Hotel mieści się w zabytkowym budynku, w którym kiedyś znajdowała się siedziba jednego z barcelońskich banków. Surowa fasada kontrastuje z niezwykłym wystrojem, którego przedsmak można poczuć już w imponującym atrium. Wchodząc do niego wprost z ruchliwego bulwaru Paseo de Grazia przenosimy się do zupełnie innego świata. 

Przestronne, pełne naturalnego światła wnętrza urządzone są bardzo wyrafinowanymi meblami, lampami i tkaninami.

W dużej mierze to obiekty takich marek jak: B&B Italia, Moroso, DePadova czy Flos i w większości są to projekty projektu samej Urquioli, która czuwała nad każdym detalem tego obiektu.

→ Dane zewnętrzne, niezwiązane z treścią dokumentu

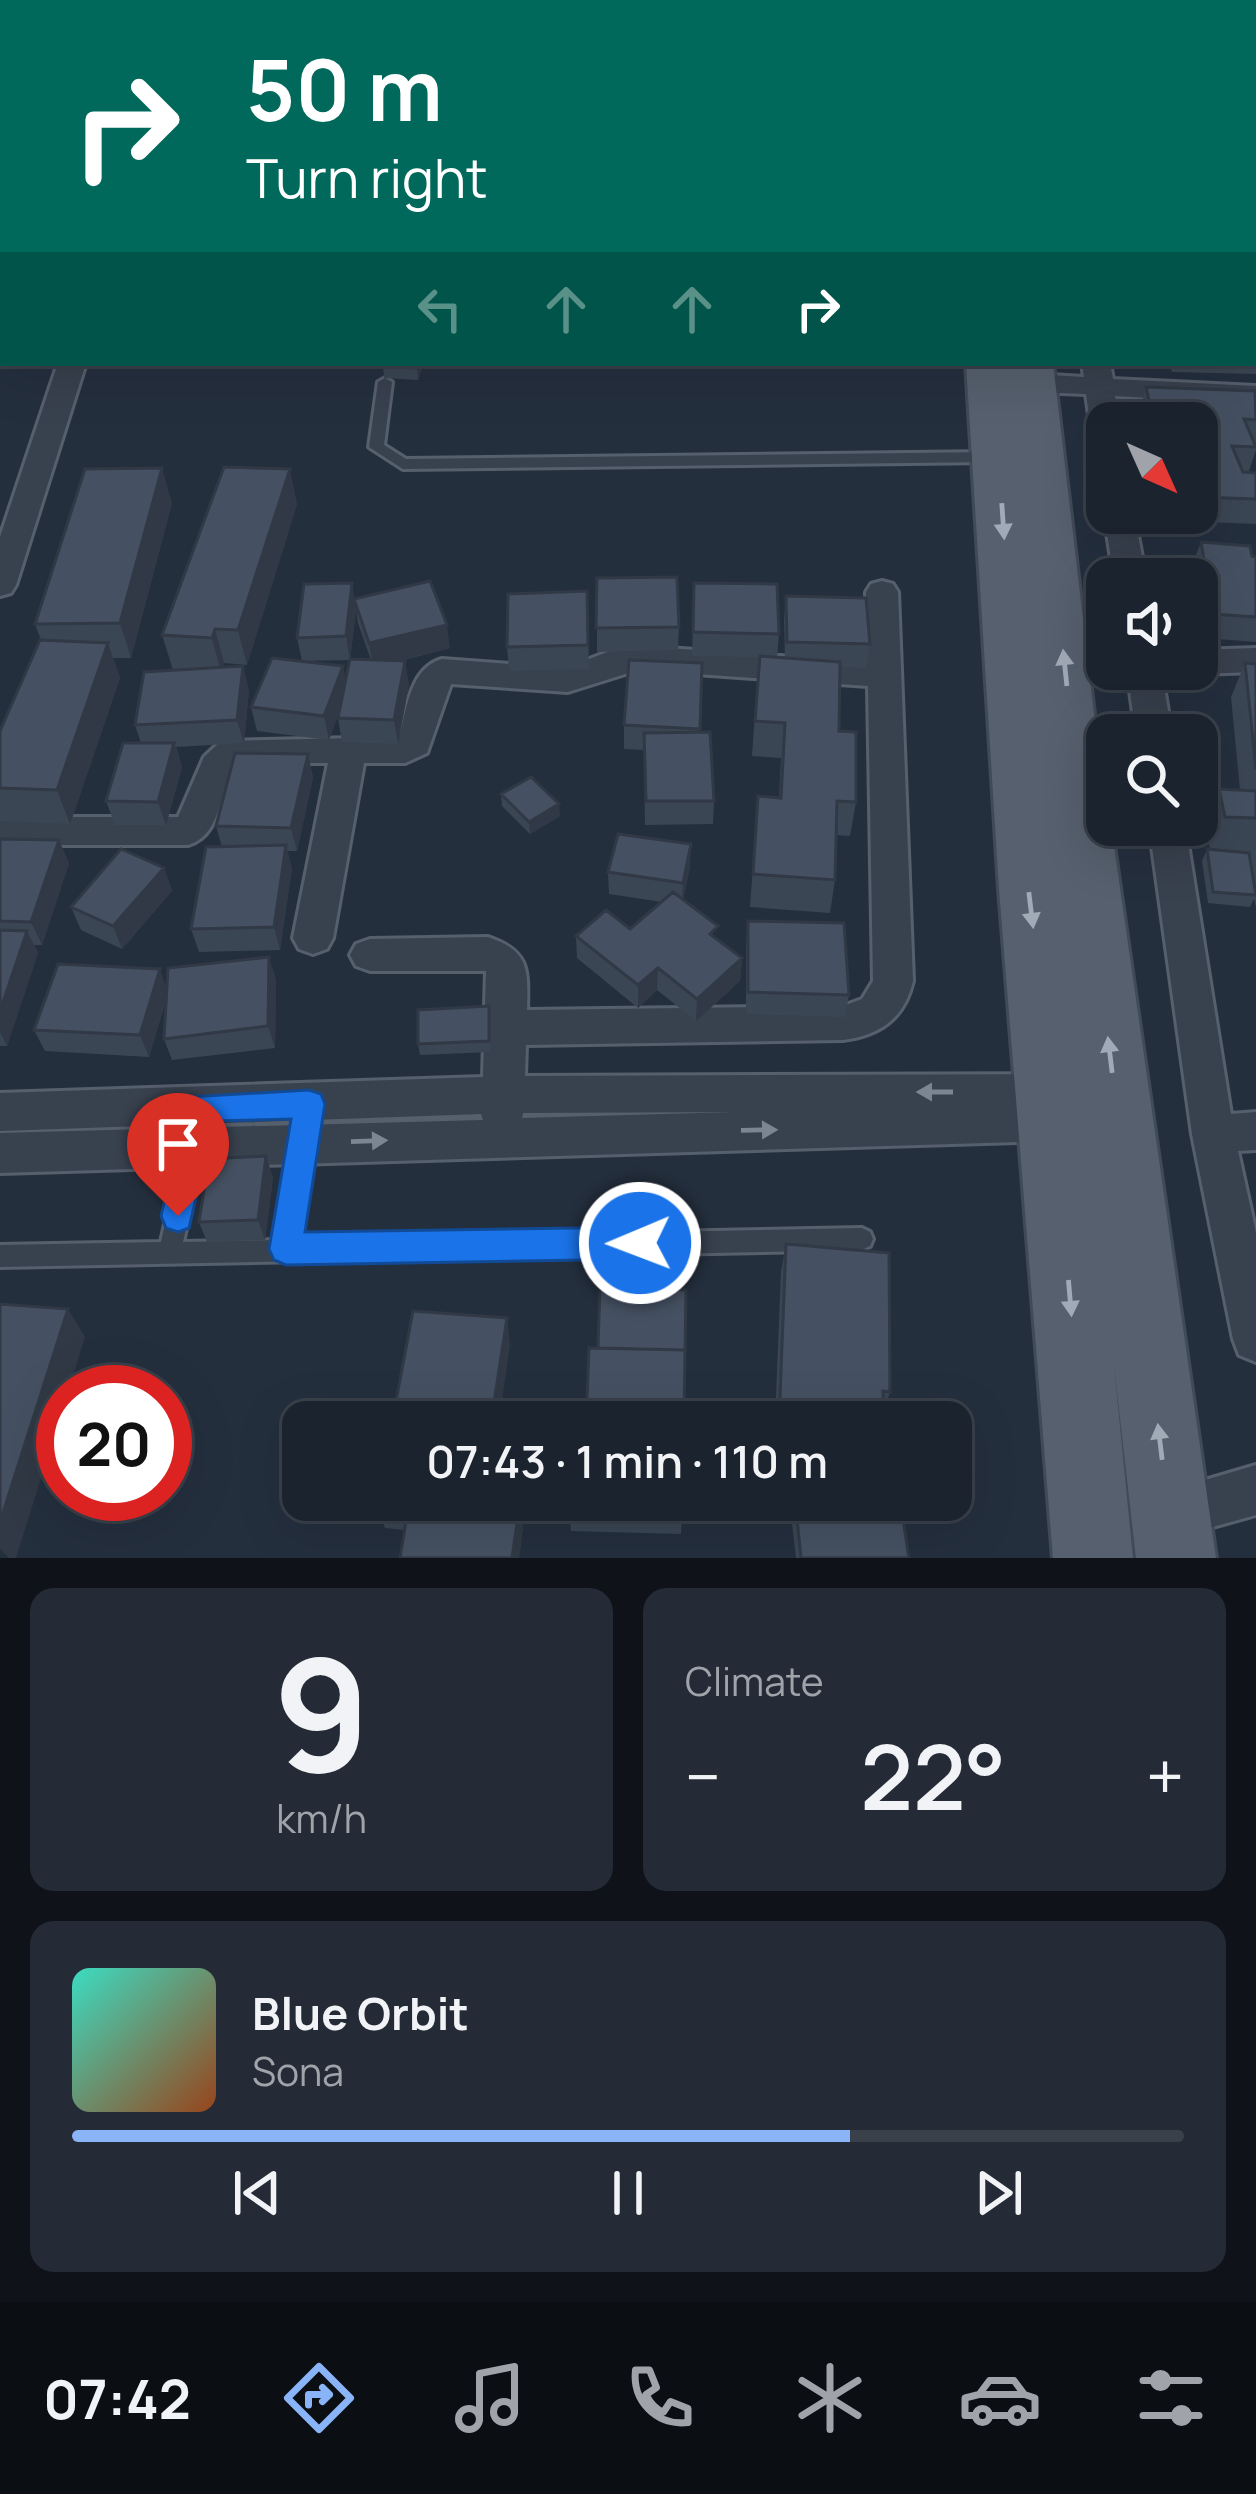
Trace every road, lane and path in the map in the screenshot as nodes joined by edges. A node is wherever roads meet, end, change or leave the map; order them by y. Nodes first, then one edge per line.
1 (71, 366) edge
2 (1018, 370) edge
3 (1098, 374) edge
4 (386, 382) dead end
5 (1256, 395) edge
6 (998, 457) junction
7 (0, 585) edge
8 (882, 592) dead end
9 (1256, 660) edge
10 (1218, 661) edge
11 (885, 675) junction
12 (348, 751) junction
13 (0, 831) edge
14 (1170, 846) edge
15 (313, 938) dead end
16 (370, 955) dead end
17 (507, 1028) junction
18 (1053, 1107) junction
19 (0, 1112) edge
20 (502, 1116) junction
21 (306, 1124) junction
22 (197, 1127) junction
23 (1256, 1131) edge
24 (1213, 1134) junction
25 (0, 1153) edge
26 (862, 1238) dead end
27 (286, 1249) junction
28 (170, 1251) junction
29 (0, 1256) edge
30 (1256, 1340) edge
31 (1256, 1490) edge
32 (1172, 1536) edge
33 (1093, 1558) edge

1 - 7 street
2 - 3 street
2 - 6 main road
32 -> 2 main road
3 - 5 street
4 - 6 lane
6 -> 18 main road
8 - 11 street
9 - 10 street
11 - 12 street
11 - 17 street
12 - 13 street
12 - 15 street
14 - 24 street
16 - 17 street
17 - 20 street
18 - 20 street
18 -> 33 main road
19 - 22 street
20 - 21 street
21 - 22 street
21 - 27 lane
22 - 25 street
22 - 28 lane
23 - 24 street
24 - 30 street
26 - 27 lane
27 - 28 lane
28 - 29 lane
31 - 32 street

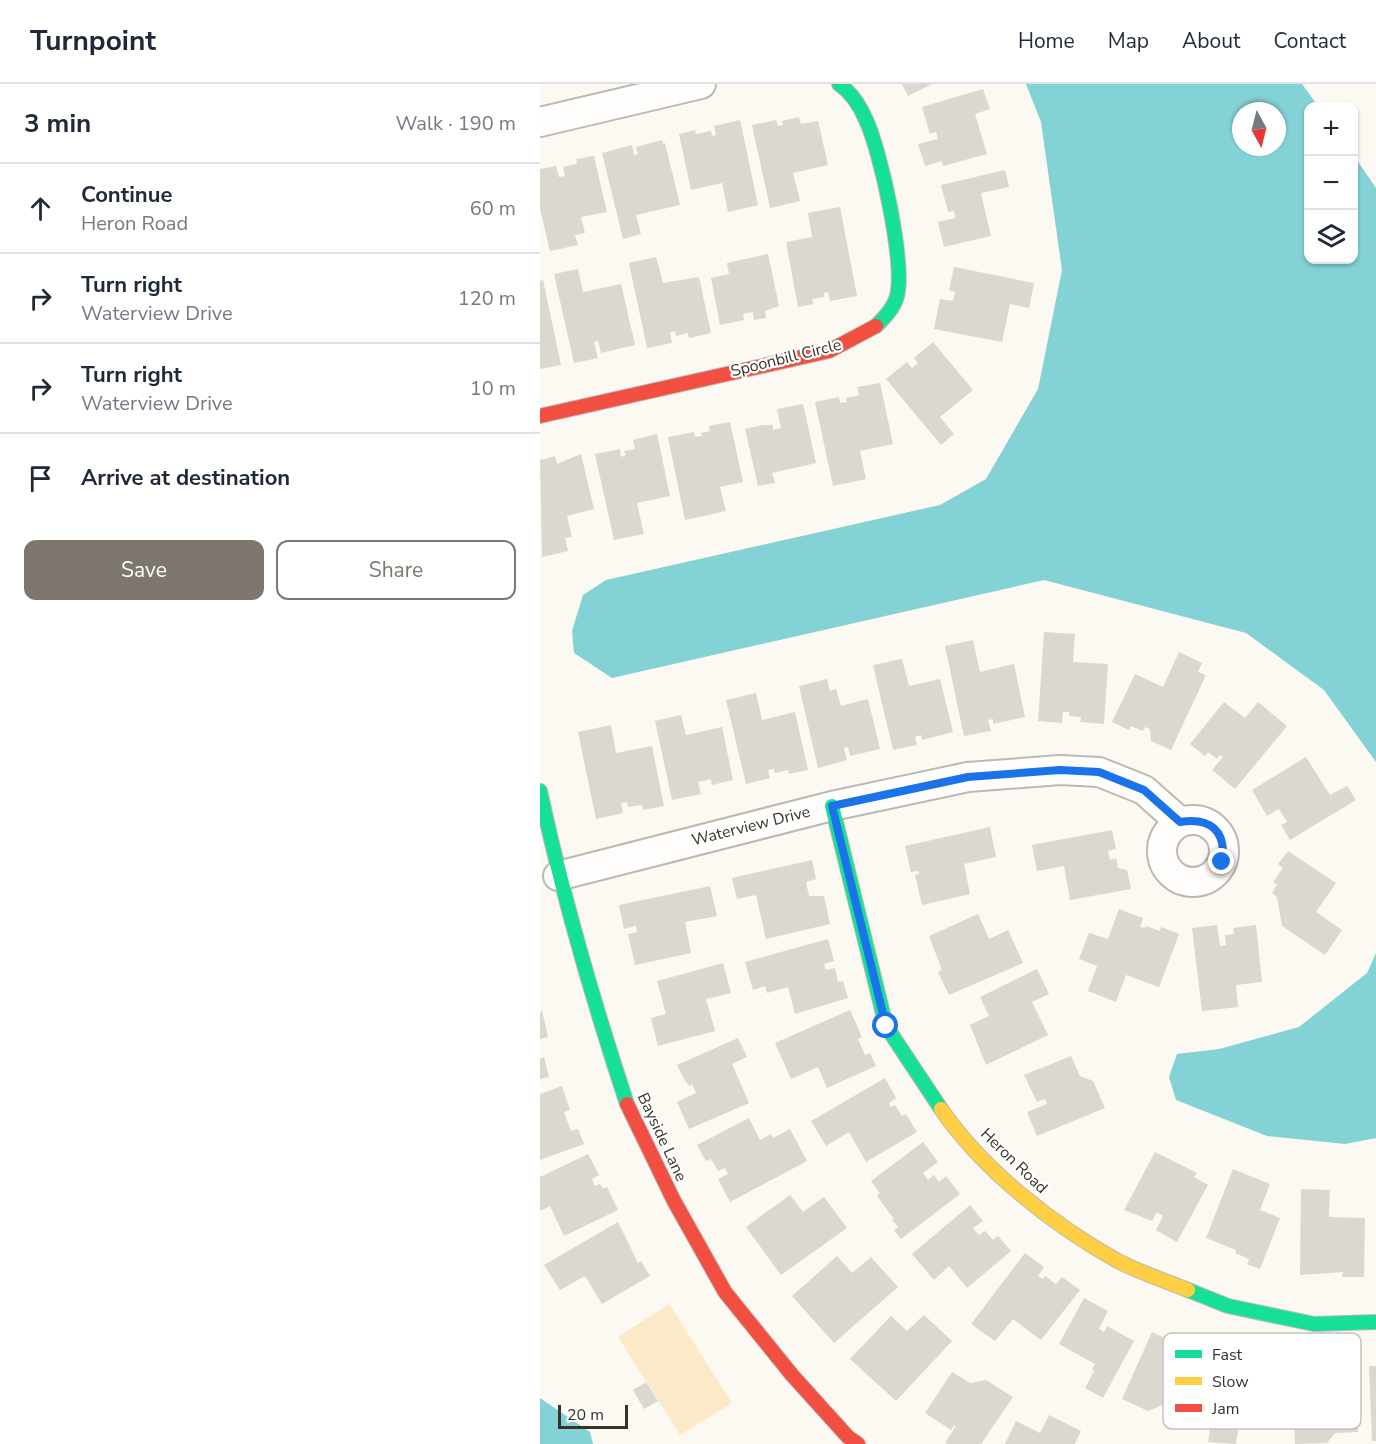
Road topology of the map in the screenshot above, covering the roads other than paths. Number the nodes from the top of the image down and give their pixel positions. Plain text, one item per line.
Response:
1 (701, 84) edge
2 (838, 84) edge
3 (540, 123) edge
4 (540, 416) edge
5 (540, 791) edge
6 (832, 806) junction
7 (1180, 822) dead end
8 (558, 876) junction
9 (1376, 1323) edge
10 (850, 1442) edge

1 - 3 street
2 - 4 street, Spoonbill Circle
5 - 8 street, Bayside Lane
6 - 7 street, Waterview Drive
6 - 8 street, Waterview Drive
6 - 9 street, Heron Road
8 - 10 street, Bayside Lane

Do dyspozycji gości jest 98 komfortowo wyposażonych pokoi, w których dominują kremy i biele zestawione z awangardowymi meblami i orientalnymi dodatkami. Jasne, dębowe podłogi przykrywają miękkie dywany, które nadają wnętrzom przytulności. Ściany i podłogi nowoczesnych łazienek zdobią efektowne płytki Mutina i mozaiki Bisazza.

W minimalistycznym SPA dominuje ciemna kolorystyka kontrastujaca z bielą naturalnego kamienia i malachitową zielenią basenu.

Prawdziwa perłą hotelu jest tzw. Mimosa Garden czyli ogród urządzony na wewnętrznym dziedzińcu hotelu. Mówi się, że to jeden z "ukrytych skarbów Barcelony". Zaprojektowała go we współpracy z Urquiolą znana architektka krajobrazu Beth Figueras. To pełna kwitnących kwiatów i oryginalnych roślin  ogrodowa przestrzeń całkowicie zintegrowana ze strukturą budynku. Tu naprawdę można odpocząć!